◆ TASK TO COMPLETE ◆
Lines holding the word "fmin" are the ones to copy from the data below.

◆ Collection entries ◆
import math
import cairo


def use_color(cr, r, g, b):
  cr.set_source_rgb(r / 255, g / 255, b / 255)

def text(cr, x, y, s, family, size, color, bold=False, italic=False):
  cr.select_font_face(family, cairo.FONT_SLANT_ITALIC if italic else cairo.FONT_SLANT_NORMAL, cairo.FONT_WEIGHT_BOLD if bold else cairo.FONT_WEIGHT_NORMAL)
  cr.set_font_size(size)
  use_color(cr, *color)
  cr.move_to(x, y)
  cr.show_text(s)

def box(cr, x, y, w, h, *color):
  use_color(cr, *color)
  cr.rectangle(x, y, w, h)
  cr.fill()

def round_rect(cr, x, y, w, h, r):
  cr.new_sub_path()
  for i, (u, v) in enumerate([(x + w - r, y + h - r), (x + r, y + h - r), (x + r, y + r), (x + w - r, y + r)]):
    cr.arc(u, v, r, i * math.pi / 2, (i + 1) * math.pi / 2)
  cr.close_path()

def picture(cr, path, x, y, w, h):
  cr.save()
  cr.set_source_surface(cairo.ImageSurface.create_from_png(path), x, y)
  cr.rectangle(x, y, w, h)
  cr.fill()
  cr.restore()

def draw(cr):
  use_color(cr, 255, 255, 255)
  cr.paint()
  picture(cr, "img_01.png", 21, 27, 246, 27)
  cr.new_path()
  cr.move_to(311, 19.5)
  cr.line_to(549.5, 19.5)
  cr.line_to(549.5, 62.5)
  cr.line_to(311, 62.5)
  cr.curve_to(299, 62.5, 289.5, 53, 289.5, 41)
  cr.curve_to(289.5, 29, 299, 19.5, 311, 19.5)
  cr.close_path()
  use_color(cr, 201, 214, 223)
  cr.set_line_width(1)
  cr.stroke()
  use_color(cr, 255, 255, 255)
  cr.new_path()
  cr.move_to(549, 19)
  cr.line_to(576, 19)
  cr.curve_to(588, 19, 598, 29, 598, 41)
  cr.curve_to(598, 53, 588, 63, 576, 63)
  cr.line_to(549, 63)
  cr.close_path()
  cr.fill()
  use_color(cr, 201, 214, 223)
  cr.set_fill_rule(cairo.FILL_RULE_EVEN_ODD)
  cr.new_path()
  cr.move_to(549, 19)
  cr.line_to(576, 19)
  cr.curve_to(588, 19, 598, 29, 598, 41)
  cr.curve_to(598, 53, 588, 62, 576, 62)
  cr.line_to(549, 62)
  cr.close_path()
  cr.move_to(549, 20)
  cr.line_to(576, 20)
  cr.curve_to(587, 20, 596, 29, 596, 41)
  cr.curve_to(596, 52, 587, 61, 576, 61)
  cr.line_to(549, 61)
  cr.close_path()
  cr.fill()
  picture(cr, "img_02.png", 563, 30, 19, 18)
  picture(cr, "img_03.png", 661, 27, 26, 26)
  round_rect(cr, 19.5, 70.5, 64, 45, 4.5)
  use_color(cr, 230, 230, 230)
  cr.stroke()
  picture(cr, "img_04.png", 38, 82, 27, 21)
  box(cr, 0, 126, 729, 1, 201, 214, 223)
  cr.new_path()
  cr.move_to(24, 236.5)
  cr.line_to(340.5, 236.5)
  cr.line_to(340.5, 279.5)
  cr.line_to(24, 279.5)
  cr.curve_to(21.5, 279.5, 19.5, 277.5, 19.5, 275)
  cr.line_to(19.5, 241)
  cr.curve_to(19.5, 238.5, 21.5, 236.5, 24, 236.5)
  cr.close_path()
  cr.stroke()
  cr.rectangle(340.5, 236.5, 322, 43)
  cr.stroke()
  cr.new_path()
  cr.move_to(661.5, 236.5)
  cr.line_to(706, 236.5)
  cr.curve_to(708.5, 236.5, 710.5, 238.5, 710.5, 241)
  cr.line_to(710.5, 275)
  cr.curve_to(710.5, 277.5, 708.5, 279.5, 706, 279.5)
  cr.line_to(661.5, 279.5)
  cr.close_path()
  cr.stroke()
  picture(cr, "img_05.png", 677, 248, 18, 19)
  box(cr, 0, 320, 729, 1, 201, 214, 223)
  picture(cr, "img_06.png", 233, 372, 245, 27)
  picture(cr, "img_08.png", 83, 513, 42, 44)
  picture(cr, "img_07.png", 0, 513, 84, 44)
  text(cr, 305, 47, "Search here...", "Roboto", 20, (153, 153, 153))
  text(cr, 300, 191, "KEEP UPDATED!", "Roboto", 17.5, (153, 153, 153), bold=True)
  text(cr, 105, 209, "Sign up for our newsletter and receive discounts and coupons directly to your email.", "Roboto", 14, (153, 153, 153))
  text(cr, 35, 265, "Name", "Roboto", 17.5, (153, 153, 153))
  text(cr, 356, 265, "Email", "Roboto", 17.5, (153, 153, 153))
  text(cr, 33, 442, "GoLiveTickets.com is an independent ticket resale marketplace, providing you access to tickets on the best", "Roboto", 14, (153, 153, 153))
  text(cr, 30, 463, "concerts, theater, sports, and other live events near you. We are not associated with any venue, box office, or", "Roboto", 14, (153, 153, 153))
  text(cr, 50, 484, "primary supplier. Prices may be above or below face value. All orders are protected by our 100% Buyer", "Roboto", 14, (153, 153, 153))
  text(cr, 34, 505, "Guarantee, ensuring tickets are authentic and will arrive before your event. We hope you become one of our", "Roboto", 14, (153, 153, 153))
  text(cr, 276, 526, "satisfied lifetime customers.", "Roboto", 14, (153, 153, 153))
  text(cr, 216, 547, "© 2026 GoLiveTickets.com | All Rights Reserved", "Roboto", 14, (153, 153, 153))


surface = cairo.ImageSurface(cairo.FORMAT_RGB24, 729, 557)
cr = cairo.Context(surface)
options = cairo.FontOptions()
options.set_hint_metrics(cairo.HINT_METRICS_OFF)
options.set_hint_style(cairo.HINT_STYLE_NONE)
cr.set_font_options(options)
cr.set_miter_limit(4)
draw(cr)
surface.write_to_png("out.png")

* * *

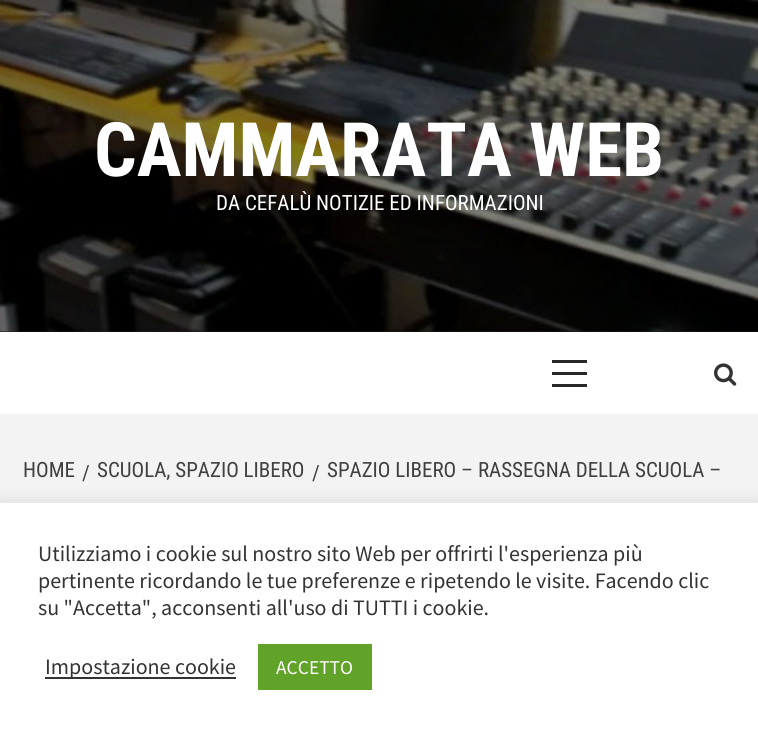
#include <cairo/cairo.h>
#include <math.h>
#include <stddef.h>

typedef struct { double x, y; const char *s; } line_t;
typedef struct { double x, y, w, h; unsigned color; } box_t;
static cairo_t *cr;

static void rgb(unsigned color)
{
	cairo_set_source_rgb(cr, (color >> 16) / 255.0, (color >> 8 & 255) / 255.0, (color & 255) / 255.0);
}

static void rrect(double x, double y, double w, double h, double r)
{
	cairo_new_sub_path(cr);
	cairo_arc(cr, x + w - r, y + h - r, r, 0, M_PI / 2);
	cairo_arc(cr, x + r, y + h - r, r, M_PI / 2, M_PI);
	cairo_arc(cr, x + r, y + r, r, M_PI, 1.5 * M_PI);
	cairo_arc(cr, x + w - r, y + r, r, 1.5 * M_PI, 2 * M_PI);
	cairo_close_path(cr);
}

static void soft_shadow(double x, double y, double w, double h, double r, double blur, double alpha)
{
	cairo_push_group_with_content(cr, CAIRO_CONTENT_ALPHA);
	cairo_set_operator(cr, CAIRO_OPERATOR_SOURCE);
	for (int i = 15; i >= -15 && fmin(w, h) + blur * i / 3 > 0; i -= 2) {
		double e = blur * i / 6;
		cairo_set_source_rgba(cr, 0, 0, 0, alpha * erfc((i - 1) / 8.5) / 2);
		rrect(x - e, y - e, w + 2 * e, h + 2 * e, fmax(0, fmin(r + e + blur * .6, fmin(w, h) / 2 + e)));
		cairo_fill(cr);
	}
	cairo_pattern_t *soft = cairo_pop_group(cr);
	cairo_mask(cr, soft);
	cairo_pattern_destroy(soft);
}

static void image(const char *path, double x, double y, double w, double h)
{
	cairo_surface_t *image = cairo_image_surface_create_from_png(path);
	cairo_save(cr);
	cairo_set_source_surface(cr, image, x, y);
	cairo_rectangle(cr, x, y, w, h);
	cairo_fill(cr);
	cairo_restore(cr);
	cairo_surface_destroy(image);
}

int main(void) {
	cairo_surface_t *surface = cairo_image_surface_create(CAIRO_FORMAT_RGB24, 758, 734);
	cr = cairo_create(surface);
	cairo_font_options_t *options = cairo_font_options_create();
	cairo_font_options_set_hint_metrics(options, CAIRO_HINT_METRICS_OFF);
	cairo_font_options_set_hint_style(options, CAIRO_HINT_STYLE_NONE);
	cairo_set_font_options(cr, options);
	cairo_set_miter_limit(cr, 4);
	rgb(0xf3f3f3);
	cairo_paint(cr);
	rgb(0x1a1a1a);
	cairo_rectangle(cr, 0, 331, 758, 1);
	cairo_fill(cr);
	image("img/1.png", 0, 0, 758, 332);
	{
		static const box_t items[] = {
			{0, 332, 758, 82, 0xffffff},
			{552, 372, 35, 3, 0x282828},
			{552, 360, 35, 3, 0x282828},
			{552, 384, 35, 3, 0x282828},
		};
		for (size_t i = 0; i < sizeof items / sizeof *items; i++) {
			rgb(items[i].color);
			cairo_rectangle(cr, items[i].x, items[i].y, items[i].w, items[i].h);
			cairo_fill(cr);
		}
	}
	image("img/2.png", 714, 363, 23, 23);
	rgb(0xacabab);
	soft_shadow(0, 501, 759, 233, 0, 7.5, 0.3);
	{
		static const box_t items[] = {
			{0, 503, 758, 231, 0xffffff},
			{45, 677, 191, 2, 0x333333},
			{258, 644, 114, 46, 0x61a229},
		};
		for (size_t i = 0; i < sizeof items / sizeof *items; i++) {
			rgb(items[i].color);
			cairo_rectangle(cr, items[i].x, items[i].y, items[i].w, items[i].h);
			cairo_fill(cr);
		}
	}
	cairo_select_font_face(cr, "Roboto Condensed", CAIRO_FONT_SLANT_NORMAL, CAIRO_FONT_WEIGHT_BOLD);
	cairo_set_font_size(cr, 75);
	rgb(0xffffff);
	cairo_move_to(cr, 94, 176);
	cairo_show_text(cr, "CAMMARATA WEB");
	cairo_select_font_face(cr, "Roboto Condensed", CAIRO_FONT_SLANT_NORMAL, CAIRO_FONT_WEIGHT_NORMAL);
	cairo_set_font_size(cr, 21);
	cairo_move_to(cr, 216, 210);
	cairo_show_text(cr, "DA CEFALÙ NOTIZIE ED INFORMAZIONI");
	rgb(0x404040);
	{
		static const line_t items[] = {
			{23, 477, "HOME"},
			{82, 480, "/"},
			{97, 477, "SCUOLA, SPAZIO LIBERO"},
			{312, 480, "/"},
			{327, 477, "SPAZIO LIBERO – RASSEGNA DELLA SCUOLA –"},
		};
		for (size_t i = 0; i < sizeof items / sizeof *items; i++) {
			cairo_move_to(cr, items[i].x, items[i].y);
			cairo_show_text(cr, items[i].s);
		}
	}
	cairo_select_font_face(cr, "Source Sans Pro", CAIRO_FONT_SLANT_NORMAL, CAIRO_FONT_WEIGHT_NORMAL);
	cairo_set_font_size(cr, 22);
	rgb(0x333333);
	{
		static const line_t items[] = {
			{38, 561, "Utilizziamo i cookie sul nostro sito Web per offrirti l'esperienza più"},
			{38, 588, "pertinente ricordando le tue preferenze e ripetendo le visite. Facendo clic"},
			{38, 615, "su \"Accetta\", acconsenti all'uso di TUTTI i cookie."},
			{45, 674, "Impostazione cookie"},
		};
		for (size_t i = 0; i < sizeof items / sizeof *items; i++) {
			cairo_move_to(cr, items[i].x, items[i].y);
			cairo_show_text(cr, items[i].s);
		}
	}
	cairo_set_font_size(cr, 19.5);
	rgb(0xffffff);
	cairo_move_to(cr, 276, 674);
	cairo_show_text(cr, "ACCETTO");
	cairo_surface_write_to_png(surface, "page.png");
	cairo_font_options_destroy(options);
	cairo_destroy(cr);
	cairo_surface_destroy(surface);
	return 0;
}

* * *

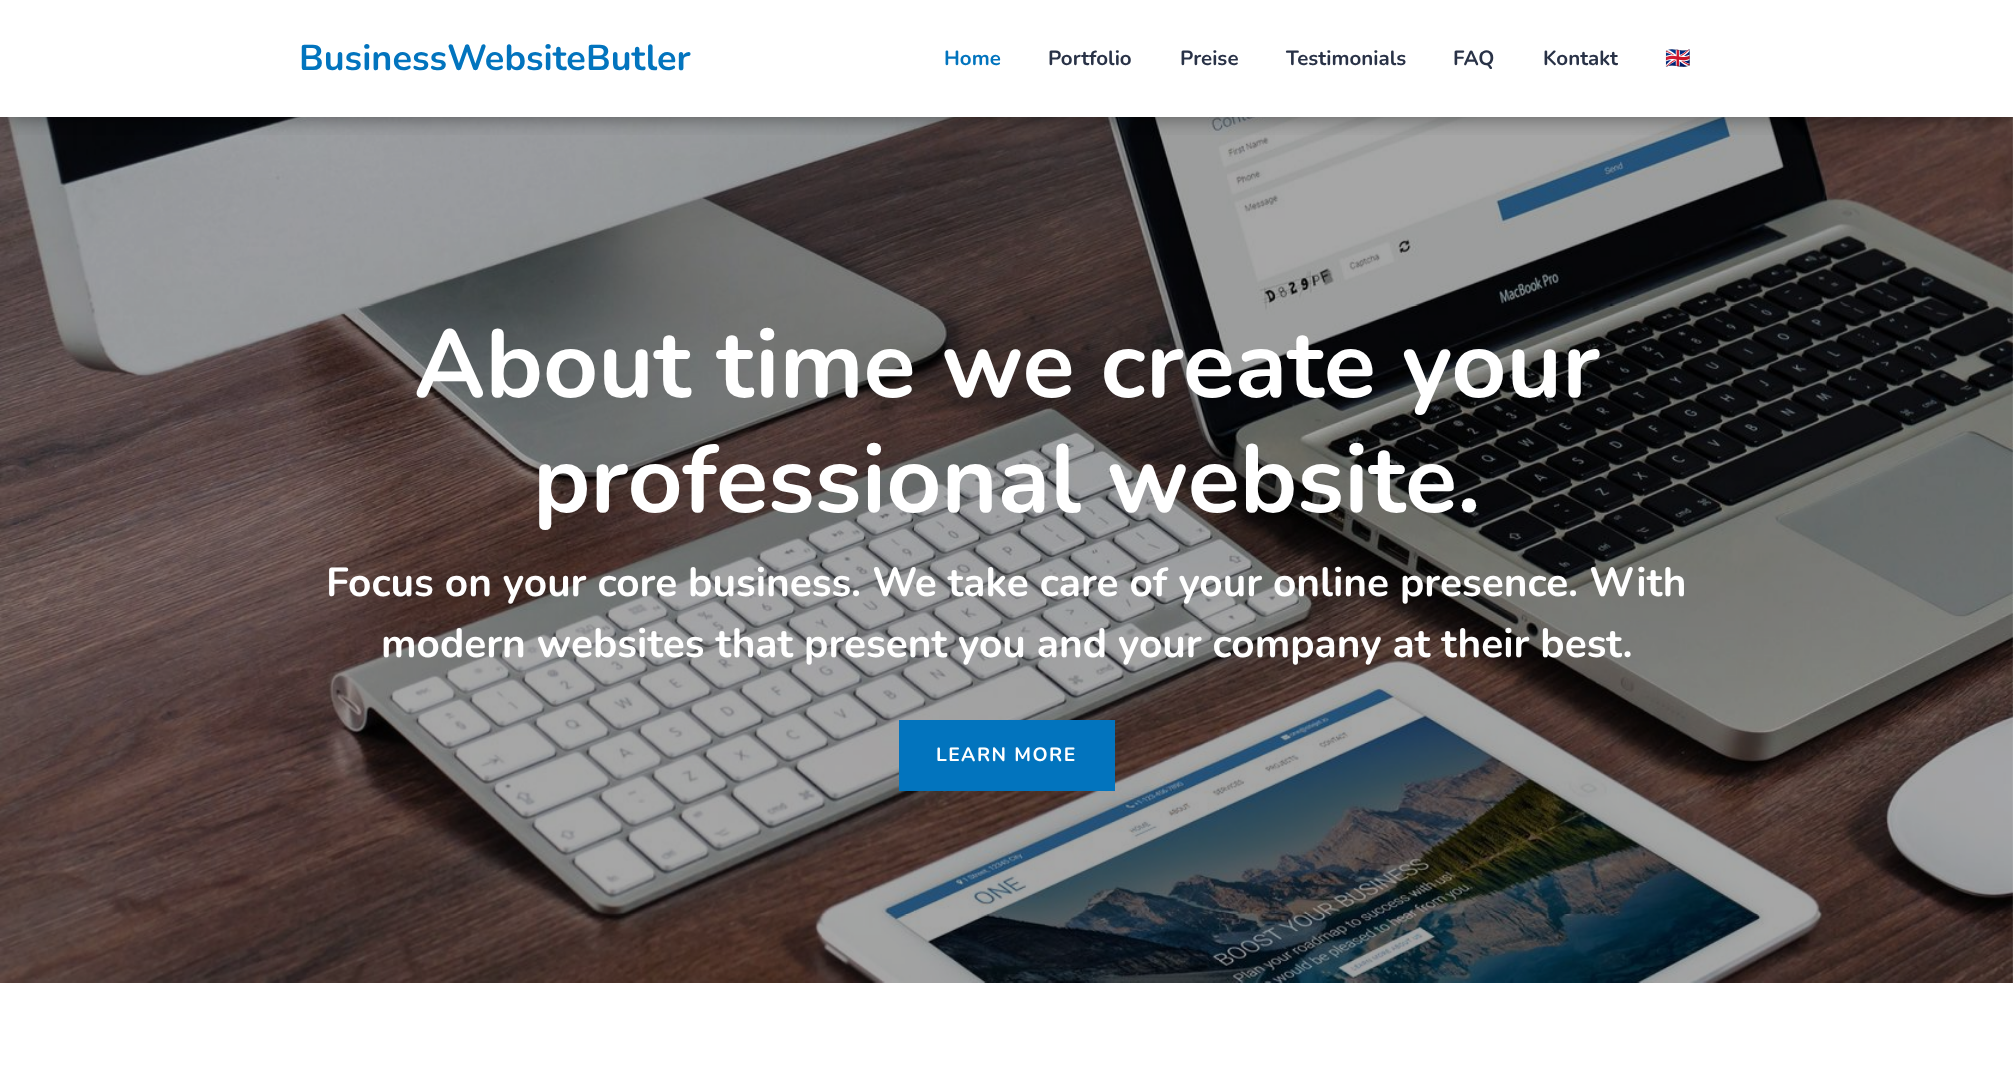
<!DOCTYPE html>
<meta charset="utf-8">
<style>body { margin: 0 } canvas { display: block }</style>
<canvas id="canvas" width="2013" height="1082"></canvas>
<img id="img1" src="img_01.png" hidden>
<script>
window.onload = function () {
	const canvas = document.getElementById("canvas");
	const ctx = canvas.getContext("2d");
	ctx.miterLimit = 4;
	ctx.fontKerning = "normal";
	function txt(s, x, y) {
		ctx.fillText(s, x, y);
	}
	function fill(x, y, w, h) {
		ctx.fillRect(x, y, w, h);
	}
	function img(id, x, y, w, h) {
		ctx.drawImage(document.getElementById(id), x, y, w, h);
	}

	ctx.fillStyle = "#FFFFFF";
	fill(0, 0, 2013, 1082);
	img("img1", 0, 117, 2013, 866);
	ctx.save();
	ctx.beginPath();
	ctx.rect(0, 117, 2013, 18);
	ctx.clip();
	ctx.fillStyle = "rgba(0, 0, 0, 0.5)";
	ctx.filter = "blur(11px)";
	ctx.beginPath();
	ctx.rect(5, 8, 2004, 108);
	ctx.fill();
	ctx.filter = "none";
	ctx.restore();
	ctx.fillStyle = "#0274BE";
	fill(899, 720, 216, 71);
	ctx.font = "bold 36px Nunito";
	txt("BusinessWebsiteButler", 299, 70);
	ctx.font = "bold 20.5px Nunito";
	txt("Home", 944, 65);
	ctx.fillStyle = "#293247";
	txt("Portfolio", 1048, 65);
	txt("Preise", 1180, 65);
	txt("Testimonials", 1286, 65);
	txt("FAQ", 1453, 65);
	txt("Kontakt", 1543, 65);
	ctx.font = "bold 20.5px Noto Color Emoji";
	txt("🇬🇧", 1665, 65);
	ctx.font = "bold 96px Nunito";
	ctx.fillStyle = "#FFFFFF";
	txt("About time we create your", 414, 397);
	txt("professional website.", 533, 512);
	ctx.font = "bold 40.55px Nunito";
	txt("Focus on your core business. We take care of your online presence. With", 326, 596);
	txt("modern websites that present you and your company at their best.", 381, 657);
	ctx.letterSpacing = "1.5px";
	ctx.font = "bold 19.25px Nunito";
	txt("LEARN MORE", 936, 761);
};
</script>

◆ RESPONSE BOX ◆
	for (int i = 15; i >= -15 && fmin(w, h) + blur * i / 3 > 0; i -= 2) {
		rrect(x - e, y - e, w + 2 * e, h + 2 * e, fmax(0, fmin(r + e + blur * .6, fmin(w, h) / 2 + e)));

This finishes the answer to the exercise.